### ABOUT THIS TASK
Write out again only the lines that run from the start of the entries to the line containing "middle pip: (1175, 864)", both included.
§ §
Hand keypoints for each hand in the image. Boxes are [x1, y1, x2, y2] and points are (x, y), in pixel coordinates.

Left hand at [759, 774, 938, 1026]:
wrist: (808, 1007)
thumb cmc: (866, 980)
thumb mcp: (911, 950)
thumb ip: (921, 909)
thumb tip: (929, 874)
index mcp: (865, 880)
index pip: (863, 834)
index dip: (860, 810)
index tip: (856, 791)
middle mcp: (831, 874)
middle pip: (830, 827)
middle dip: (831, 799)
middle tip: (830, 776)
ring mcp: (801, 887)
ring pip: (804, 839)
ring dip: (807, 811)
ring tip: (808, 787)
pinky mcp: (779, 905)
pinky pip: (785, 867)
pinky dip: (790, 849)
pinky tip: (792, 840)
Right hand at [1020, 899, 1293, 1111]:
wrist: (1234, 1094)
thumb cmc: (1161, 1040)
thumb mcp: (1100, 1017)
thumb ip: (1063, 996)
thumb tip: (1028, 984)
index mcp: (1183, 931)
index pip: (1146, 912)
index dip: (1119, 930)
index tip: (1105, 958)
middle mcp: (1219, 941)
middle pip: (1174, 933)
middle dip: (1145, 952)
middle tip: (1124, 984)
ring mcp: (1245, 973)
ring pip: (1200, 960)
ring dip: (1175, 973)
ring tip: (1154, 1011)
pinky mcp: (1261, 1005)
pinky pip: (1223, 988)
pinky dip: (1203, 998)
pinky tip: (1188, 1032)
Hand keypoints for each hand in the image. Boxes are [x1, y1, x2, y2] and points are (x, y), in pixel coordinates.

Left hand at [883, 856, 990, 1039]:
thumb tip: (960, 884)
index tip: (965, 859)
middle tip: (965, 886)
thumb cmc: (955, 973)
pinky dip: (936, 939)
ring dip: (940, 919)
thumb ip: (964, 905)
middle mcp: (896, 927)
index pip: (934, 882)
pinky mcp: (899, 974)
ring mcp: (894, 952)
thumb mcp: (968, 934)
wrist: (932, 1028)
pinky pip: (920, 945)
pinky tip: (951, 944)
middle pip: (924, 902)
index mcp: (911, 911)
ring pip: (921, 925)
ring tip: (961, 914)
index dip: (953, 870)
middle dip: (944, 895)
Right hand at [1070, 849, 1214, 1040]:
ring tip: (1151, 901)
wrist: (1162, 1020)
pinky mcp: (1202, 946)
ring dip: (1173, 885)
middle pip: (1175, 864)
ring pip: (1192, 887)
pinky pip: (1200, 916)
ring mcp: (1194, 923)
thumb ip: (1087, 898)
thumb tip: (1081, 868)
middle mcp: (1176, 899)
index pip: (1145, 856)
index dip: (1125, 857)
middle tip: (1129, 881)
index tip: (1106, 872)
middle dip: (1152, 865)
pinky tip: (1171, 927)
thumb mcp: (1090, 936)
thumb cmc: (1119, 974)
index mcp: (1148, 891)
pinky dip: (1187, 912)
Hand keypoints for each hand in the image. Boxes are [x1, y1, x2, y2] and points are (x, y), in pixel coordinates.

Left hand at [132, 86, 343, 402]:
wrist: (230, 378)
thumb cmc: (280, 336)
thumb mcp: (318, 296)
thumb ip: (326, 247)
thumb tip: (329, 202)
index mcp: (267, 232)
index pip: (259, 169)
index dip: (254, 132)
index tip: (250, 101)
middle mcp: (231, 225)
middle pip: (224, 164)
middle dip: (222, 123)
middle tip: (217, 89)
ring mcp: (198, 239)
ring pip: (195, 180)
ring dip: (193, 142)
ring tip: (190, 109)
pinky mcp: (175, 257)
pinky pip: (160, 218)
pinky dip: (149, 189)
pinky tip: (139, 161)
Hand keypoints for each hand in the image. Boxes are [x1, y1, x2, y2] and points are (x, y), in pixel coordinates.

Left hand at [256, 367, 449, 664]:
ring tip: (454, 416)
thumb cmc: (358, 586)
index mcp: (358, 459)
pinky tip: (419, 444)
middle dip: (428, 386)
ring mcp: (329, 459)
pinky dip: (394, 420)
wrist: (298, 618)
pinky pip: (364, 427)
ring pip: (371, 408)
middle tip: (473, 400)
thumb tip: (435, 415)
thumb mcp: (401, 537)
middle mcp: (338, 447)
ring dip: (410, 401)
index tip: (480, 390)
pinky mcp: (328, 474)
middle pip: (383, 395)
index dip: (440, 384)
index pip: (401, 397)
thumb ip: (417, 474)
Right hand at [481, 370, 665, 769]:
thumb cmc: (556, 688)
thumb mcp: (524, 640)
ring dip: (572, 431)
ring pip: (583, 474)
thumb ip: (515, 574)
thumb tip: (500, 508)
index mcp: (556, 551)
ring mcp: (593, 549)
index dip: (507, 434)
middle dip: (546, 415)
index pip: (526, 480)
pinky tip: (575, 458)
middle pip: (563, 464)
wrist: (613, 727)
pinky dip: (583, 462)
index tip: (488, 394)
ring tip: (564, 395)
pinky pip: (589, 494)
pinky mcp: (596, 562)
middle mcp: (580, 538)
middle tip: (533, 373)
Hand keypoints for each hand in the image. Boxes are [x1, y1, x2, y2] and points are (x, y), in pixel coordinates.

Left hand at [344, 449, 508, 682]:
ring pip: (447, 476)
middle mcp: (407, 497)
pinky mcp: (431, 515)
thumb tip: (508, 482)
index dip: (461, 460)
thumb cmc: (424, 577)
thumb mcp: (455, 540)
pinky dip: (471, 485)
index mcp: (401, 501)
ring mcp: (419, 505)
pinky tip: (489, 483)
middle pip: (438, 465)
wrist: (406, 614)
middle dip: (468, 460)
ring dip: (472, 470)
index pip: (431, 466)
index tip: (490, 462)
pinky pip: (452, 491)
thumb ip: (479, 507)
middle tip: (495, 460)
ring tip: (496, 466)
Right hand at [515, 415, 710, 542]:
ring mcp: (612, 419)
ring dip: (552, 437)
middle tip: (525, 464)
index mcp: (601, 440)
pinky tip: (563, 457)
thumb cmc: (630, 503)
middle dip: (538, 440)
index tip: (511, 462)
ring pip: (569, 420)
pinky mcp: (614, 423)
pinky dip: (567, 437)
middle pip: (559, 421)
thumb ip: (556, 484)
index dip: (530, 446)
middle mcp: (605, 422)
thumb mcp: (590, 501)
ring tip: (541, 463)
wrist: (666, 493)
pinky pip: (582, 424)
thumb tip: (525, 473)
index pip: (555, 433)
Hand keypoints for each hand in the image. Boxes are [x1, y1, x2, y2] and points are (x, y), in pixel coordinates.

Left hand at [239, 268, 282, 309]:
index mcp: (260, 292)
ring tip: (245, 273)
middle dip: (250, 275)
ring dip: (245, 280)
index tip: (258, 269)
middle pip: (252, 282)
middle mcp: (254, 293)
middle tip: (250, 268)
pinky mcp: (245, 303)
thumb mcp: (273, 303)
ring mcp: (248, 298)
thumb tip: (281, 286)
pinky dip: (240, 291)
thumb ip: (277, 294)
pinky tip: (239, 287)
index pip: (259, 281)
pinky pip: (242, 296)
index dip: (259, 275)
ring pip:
§ §
### YOUR RESPONSE
Hand keypoints for each hand in the image. Boxes are [x1, y1, x2, y2] and points are (x, y), in pixel coordinates.

Left hand at [759, 774, 938, 1026]:
wrist: (808, 1007)
thumb cmc: (866, 980)
thumb mcp: (911, 950)
thumb ip: (921, 909)
thumb tip: (929, 874)
index mcp: (865, 880)
index pip: (863, 834)
index dip: (860, 810)
index tip: (856, 791)
middle mcp: (831, 874)
middle pip: (830, 827)
middle dip: (831, 799)
middle tip: (830, 776)
ring mcp: (801, 887)
ring pip: (804, 839)
ring dip: (807, 811)
ring tip: (808, 787)
pinky mcp: (779, 905)
pinky pip: (785, 867)
pinky dip: (790, 849)
pinky tip: (792, 840)
Right hand at [1020, 899, 1293, 1111]:
wrist: (1234, 1094)
thumb cmc: (1161, 1040)
thumb mcp: (1100, 1017)
thumb ip: (1063, 996)
thumb tip: (1028, 984)
index mcp: (1183, 931)
index pip: (1146, 912)
index dip: (1119, 930)
index tip: (1105, 958)
middle mcp: (1219, 941)
middle pip: (1174, 933)
middle dip: (1145, 952)
middle tip: (1124, 984)
ring mcp: (1245, 973)
ring pip: (1200, 960)
ring dip: (1175, 973)
ring tip: (1154, 1011)
pinky mcp: (1261, 1005)
pinky pip: (1223, 988)
pinky dip: (1203, 998)
pinky tip: (1188, 1032)
Hand keypoints for each hand in the image. Boxes are [x1, y1, x2, y2] and points are (x, y), in pixel coordinates.

Left hand at [883, 856, 990, 1039]:
thumb tip: (960, 884)
index tip: (965, 859)
middle tip: (965, 886)
thumb cmc: (955, 973)
pinky dip: (936, 939)
ring dip: (940, 919)
thumb ip: (964, 905)
middle mcp: (896, 927)
index pip: (934, 882)
pinky mcp: (899, 974)
ring mcp: (894, 952)
thumb mcp: (968, 934)
wrist: (932, 1028)
pinky pip: (920, 945)
pinky tip: (951, 944)
middle pip: (924, 902)
index mcp: (911, 911)
ring pip: (921, 925)
ring tip: (961, 914)
index dip: (953, 870)
middle dip: (944, 895)
Right hand at [1070, 849, 1214, 1040]:
ring tip: (1151, 901)
wrist: (1162, 1020)
pinky mcp: (1202, 946)
ring dip: (1173, 885)
middle pip: (1175, 864)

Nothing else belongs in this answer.